Alors que la flotte IMOCA de The Ocean Race se fraie un chemin dans les mers du Sud et atteindra l'Afrique du Sud ce week-end, ces derniers jours de course ont été marqués par les vitesses folles des bateaux.
Crédit : A Auriol
Les équipages ont réalisé des journées à plus de 500 milles sur la fin de leur long périple autour de l'anticyclone de Sainte-Hélène. Ils se sont même aventurés près de la limite des glaces, dans les mers les plus reculées et inconfortables du globe.
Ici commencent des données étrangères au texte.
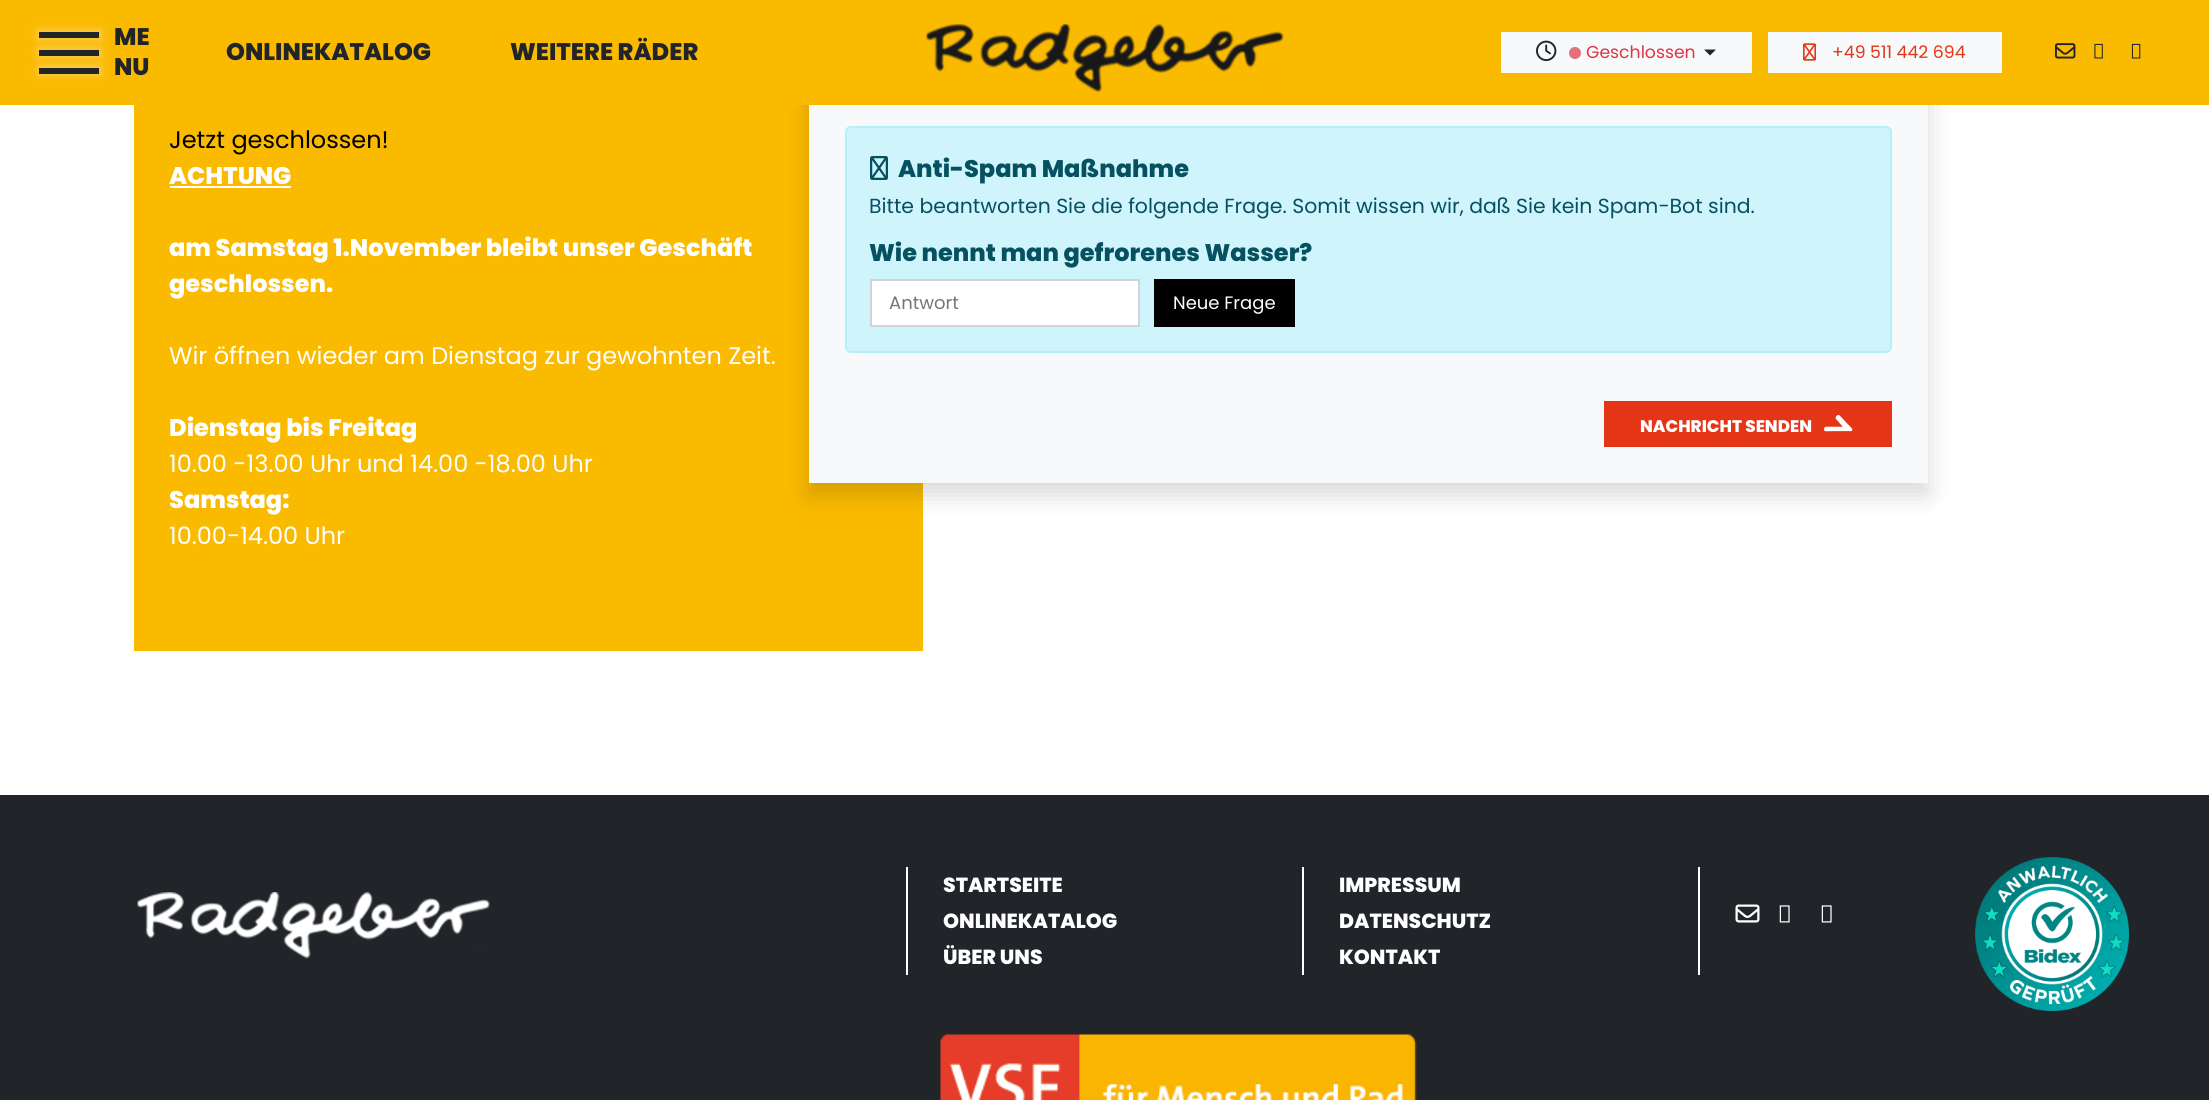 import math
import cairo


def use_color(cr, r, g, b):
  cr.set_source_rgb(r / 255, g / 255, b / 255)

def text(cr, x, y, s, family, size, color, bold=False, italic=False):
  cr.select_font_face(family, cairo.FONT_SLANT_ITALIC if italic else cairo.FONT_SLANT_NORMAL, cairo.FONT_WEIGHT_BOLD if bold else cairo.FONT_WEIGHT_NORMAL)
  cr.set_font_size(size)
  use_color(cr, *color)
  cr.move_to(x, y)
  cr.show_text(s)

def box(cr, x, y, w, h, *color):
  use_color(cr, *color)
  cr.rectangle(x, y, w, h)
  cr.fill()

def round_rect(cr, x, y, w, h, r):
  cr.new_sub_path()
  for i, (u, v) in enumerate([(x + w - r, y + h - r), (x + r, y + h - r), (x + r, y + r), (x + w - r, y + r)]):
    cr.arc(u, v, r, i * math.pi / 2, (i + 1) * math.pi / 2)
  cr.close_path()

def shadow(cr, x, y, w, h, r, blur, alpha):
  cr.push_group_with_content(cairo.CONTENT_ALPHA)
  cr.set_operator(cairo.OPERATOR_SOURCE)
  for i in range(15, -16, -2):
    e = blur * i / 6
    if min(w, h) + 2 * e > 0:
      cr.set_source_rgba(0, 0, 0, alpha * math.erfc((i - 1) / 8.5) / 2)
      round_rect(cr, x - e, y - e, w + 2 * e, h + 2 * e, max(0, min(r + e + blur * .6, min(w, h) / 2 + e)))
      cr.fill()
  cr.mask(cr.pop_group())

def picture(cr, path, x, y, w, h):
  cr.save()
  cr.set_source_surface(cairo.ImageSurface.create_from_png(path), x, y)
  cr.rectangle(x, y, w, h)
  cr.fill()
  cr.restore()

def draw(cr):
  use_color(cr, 255, 255, 255)
  cr.paint()
  box(cr, 134, 105, 789, 546, 250, 186, 0)
  use_color(cr, 0, 0, 0)
  shadow(cr, 809, -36, 1119, 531, 0, 12, 0.15)
  box(cr, 0, 0, 2209, 105, 250, 186, 0)
  use_color(cr, 255, 255, 255)
  shadow(cr, 38, 48, 63, 9, 0, 4, 0.33)
  box(cr, 39, 50, 60, 6, 33, 37, 41)
  use_color(cr, 255, 255, 255)
  shadow(cr, 38, 30, 63, 9, 0, 4, 0.33)
  box(cr, 39, 32, 60, 6, 33, 37, 41)
  use_color(cr, 255, 255, 255)
  shadow(cr, 38, 66, 63, 9, 0, 4, 0.33)
  box(cr, 39, 68, 60, 6, 33, 37, 41)
  picture(cr, "img_01.png", 926, 23, 358, 70)
  box(cr, 1501, 32, 251, 41, 248, 249, 250)
  picture(cr, "img_02.png", 1536, 40, 21, 22)
  use_color(cr, 228, 112, 123)
  cr.arc(1575, 53, 6, 0, 2 * math.pi)
  cr.fill()
  use_color(cr, 33, 37, 41)
  cr.new_path()
  cr.move_to(1704, 49.5)
  cr.line_to(1716, 49.5)
  cr.line_to(1710, 55.5)
  cr.close_path()
  cr.fill()
  box(cr, 1768, 32, 234, 41, 248, 249, 250)
  picture(cr, "img_03.png", 1803, 43, 13, 18)
  picture(cr, "img_04.png", 2055, 43, 21, 16)
  picture(cr, "img_05.png", 2094, 43, 9, 16)
  picture(cr, "img_06.png", 2131, 43, 10, 16)
  box(cr, 170, 186, 121, 2, 255, 255, 255)
  box(cr, 809, 105, 1119, 378, 248, 249, 250)
  use_color(cr, 207, 244, 252)
  round_rect(cr, 846, 127, 1045, 225, 5)
  cr.fill_preserve()
  use_color(cr, 182, 239, 250)
  cr.stroke()
  picture(cr, "img_07.png", 870, 156, 18, 24)
  use_color(cr, 255, 255, 255)
  cr.rectangle(871, 280, 268, 46)
  cr.fill_preserve()
  use_color(cr, 206, 212, 218)
  cr.stroke()
  box(cr, 1154, 279, 141, 48, 0, 0, 0)
  box(cr, 1604, 401, 288, 46, 229, 53, 23)
  picture(cr, "img_08.png", 1824, 415, 29, 17)
  box(cr, 0, 795, 2209, 305, 33, 37, 41)
  picture(cr, "img_09.png", 137, 892, 353, 67)
  box(cr, 906, 867, 2, 108, 255, 255, 255)
  box(cr, 1302, 867, 2, 108, 255, 255, 255)
  box(cr, 1698, 867, 2, 108, 255, 255, 255)
  picture(cr, "img_10.png", 1735, 904, 25, 19)
  picture(cr, "img_11.png", 1779, 905, 11, 18)
  picture(cr, "img_11.png", 1821, 905, 11, 18)
  picture(cr, "img_12.png", 1975, 857, 154, 154)
  picture(cr, "img_13.png", 940, 1034, 477, 66)
  text(cr, 114, 45, "ME", "Poppins ExtraBold", 24, (33, 37, 41))
  text(cr, 114, 75, "NU", "Poppins ExtraBold", 24, (33, 37, 41))
  text(cr, 226, 60, "ONLINEKATALOG", "Poppins ExtraBold", 24, (33, 37, 41))
  text(cr, 510, 60, "WEITERE RÄDER", "Poppins ExtraBold", 24, (33, 37, 41))
  text(cr, 1586, 58, "Geschlossen", "Poppins", 17.25, (220, 53, 69))
  text(cr, 1832, 58, "+49 511 442 694", "Poppins", 17.25, (229, 53, 23))
  text(cr, 169, 148, "Jetzt geschlossen!", "Poppins", 24, (0, 0, 0))
  text(cr, 169, 184, "ACHTUNG", "Poppins ExtraBold", 24, (255, 255, 255))
  text(cr, 169, 256, "am Samstag 1.November bleibt unser Geschäft", "Poppins ExtraBold", 24, (255, 255, 255))
  text(cr, 169, 292, "geschlossen.", "Poppins ExtraBold", 24, (255, 255, 255))
  text(cr, 169, 364, "Wir öffnen wieder am Dienstag zur gewohnten Zeit.", "Poppins", 24, (255, 255, 255))
  text(cr, 169, 436, "Dienstag bis Freitag", "Poppins ExtraBold", 24, (255, 255, 255))
  text(cr, 169, 472, "10.00 -13.00 Uhr und 14.00 -18.00 Uhr", "Poppins", 24, (255, 255, 255))
  text(cr, 169, 508, "Samstag:", "Poppins ExtraBold", 24, (255, 255, 255))
  text(cr, 169, 544, "10.00-14.00 Uhr", "Poppins", 24, (255, 255, 255))
  text(cr, 898, 177, "Anti-Spam Maßnahme", "Poppins ExtraBold", 24, (5, 81, 96))
  text(cr, 869, 213, "Bitte beantworten Sie die folgende Frage. Somit wissen wir, daß Sie kein Spam-Bot sind.", "Poppins", 20.4, (5, 81, 96))
  text(cr, 869, 261, "Wie nennt man gefrorenes Wasser?", "Poppins ExtraBold", 24, (5, 81, 96))
  text(cr, 889, 309, "Antwort", "Poppins", 18, (117, 117, 117))
  text(cr, 1173, 309, "Neue Frage", "Poppins", 18, (255, 255, 255))
  text(cr, 1640, 432, "NACHRICHT SENDEN", "Poppins ExtraBold", 16.75, (255, 255, 255))
  text(cr, 943, 892, "STARTSEITE", "Poppins ExtraBold", 20.4, (255, 255, 255))
  text(cr, 943, 928, "ONLINEKATALOG", "Poppins ExtraBold", 20.4, (255, 255, 255))
  text(cr, 943, 964, "ÜBER UNS", "Poppins ExtraBold", 20.4, (255, 255, 255))
  text(cr, 1339, 892, "IMPRESSUM", "Poppins ExtraBold", 20.4, (255, 255, 255))
  text(cr, 1339, 928, "DATENSCHUTZ", "Poppins ExtraBold", 20.4, (255, 255, 255))
  text(cr, 1339, 964, "KONTAKT", "Poppins ExtraBold", 20.4, (255, 255, 255))


surface = cairo.ImageSurface(cairo.FORMAT_RGB24, 2209, 1100)
cr = cairo.Context(surface)
options = cairo.FontOptions()
options.set_hint_metrics(cairo.HINT_METRICS_OFF)
options.set_hint_style(cairo.HINT_STYLE_NONE)
cr.set_font_options(options)
cr.set_miter_limit(4)
draw(cr)
surface.write_to_png("out.png")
A bord de Team Malizia, l'actuel leader de la course, le bruit frappe le spectateur. Dès que le bateau atteint une vitesse supérieure à 20 nœuds, il se met à hurler telle une meute de loups. Ses appendices (quille, safrans et foils) créent une vibration harmonique qui transforme la vie à bord en une attaque permanente sur l'ouïe des marins, 24 heures sur 24 et 7 jours sur 7.
Le skipper, Will Harris, plaisante : "J'aime ça. J'aime les sons. C'est comme de la musique pour mes oreilles car cela signifie que le bateau va vite". Puis, il ajoute : "En fait, au bout de 20 minutes, ça vous rend complètement fou."
A bord de 11th Hour Racing Team, les images sont toutes aussi spectaculaires mais les acteurs différents. Avec Jack Bouttell et le skipper Charlie Enright aux commandes, on remarque le contraste entre le confort intérieur, au sec et au chaud, et l'enfer sur le pont, à seulement quelques centimètres au-dessus de leurs têtes.
La vie à bord est l'un des grands changements de cette édition. En effet, les images des marins, constamment submergés par des tonnes d'eau, qui pouvaient les emporter par-dessus bord, dominaient les scènes des VO65. Cette année, sur les IMOCA, les changements de voiles, la prise de ris et l'entretien général nécessitent des sorties "à l'extérieur" en ciré, mais sinon, bien que bruyant et violent, le cockpit permet aux marins de rester au sec.
Le skipper de Team Malizia, Boris Herrmann, contraint de ne pas disputer la deuxième étape après s'être brûlé le pied avec de l'eau bouillante avant d'arriver au Cap-Vert, suit le déroulement de la course depuis la base du team à Cape Town. Boris Herrmann attend l'arrivée avec impatience et espère que son équipe pourra garder l'avance prise ces quatre derniers jours. Elle est malgré tout talonnée de près par 11th Hour Racing Team et le Team Holcim-PRB...
Boris Herrmann affirme que le bruit du bateau est un problème dont l'équipe discute beaucoup. "Nous en avons encore discuté aujourd'hui avec l'équipe technique", déclare-t-il à la Classe IMOCA. "Nous devons faire de gros efforts pour garder le profil des appendices et les bords de fuite vraiment propres. Nous nous efforçons de réduire le bruit qui provient des cinq appendices. Le pire, je pense, c'est la quille, et aussi les safrans."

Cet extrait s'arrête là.